------ Material provided

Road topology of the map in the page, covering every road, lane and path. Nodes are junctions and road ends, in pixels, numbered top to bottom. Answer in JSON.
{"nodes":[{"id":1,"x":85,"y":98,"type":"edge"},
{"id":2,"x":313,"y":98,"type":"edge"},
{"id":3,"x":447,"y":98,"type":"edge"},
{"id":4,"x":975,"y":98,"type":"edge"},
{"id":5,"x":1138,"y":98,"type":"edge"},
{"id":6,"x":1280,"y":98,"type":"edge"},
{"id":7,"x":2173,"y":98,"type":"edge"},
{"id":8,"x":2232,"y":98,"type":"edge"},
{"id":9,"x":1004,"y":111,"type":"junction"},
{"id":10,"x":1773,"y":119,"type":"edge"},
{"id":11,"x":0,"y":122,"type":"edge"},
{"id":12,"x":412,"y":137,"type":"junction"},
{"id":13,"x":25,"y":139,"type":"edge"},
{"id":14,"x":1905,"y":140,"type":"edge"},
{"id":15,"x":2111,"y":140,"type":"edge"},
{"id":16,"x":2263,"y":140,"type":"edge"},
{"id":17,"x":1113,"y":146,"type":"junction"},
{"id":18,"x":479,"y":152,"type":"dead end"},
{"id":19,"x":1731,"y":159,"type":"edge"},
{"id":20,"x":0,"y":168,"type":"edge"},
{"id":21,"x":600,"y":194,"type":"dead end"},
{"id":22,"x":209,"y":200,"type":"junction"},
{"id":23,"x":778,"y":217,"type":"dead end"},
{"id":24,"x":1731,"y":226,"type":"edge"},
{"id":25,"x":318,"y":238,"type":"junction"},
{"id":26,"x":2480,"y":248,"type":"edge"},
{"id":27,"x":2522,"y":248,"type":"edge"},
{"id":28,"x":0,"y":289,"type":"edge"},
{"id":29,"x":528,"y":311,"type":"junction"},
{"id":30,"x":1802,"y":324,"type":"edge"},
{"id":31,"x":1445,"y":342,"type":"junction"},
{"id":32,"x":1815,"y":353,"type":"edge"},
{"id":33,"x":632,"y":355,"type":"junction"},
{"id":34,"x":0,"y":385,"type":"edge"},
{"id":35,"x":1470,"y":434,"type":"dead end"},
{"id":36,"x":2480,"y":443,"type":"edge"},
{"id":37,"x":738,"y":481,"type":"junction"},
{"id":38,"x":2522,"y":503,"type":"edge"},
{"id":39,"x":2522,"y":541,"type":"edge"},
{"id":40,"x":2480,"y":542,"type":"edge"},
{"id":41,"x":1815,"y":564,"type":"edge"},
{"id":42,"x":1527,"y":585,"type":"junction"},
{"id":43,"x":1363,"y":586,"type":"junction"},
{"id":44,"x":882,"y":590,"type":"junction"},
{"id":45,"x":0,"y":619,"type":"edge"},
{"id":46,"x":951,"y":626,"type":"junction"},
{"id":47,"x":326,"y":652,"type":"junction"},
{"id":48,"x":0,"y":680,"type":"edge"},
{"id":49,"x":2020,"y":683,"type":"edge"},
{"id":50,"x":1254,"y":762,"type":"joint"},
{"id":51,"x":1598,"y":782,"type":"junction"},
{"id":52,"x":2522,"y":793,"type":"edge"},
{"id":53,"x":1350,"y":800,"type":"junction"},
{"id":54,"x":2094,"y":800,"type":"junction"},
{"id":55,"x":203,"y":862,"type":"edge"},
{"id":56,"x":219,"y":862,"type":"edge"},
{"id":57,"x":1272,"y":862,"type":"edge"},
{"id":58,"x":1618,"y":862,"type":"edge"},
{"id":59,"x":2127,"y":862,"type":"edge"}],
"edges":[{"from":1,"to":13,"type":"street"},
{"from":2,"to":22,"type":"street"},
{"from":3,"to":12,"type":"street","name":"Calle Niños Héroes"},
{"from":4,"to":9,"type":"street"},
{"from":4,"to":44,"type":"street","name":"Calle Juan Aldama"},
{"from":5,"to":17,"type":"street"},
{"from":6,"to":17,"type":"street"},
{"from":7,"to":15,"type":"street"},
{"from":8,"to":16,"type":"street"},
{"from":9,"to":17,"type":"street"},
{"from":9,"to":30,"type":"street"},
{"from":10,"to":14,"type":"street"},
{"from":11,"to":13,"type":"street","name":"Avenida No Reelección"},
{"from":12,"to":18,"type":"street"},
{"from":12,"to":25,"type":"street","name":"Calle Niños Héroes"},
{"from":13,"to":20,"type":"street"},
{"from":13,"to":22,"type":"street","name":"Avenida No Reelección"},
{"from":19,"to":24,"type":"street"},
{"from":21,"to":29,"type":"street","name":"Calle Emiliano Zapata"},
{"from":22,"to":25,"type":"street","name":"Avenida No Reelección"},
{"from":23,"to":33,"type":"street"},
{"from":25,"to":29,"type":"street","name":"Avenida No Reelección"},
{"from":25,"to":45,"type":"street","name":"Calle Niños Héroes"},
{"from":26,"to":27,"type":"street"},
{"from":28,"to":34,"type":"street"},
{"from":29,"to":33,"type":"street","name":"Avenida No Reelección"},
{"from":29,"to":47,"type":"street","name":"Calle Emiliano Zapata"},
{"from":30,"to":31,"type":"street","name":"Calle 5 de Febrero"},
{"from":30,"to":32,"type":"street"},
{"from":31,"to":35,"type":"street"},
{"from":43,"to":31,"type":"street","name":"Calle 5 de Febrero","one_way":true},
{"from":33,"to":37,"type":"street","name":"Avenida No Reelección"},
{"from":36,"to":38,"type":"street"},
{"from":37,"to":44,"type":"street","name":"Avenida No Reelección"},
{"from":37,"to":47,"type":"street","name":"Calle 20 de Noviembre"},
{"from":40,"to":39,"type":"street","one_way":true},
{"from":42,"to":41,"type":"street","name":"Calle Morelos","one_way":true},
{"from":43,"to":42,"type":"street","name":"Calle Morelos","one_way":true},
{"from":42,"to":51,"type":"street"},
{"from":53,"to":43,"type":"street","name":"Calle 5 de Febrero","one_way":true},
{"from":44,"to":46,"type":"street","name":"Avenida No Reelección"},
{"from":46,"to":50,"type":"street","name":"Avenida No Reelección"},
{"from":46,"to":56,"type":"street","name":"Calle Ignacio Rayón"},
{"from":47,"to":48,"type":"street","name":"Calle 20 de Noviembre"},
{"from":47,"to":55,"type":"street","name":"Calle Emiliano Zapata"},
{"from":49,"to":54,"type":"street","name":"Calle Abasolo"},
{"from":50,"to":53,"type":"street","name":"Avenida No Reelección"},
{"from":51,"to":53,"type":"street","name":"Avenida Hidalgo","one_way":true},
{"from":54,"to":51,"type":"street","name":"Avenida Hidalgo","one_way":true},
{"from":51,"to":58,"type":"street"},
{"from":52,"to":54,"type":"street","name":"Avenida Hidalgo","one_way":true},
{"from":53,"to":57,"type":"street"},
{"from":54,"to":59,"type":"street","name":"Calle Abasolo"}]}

------------

What to do:
Report all lines above with "Niños".

Solution to this exercise:
{"from":3,"to":12,"type":"street","name":"Calle Niños Héroes"},
{"from":12,"to":25,"type":"street","name":"Calle Niños Héroes"},
{"from":25,"to":45,"type":"street","name":"Calle Niños Héroes"},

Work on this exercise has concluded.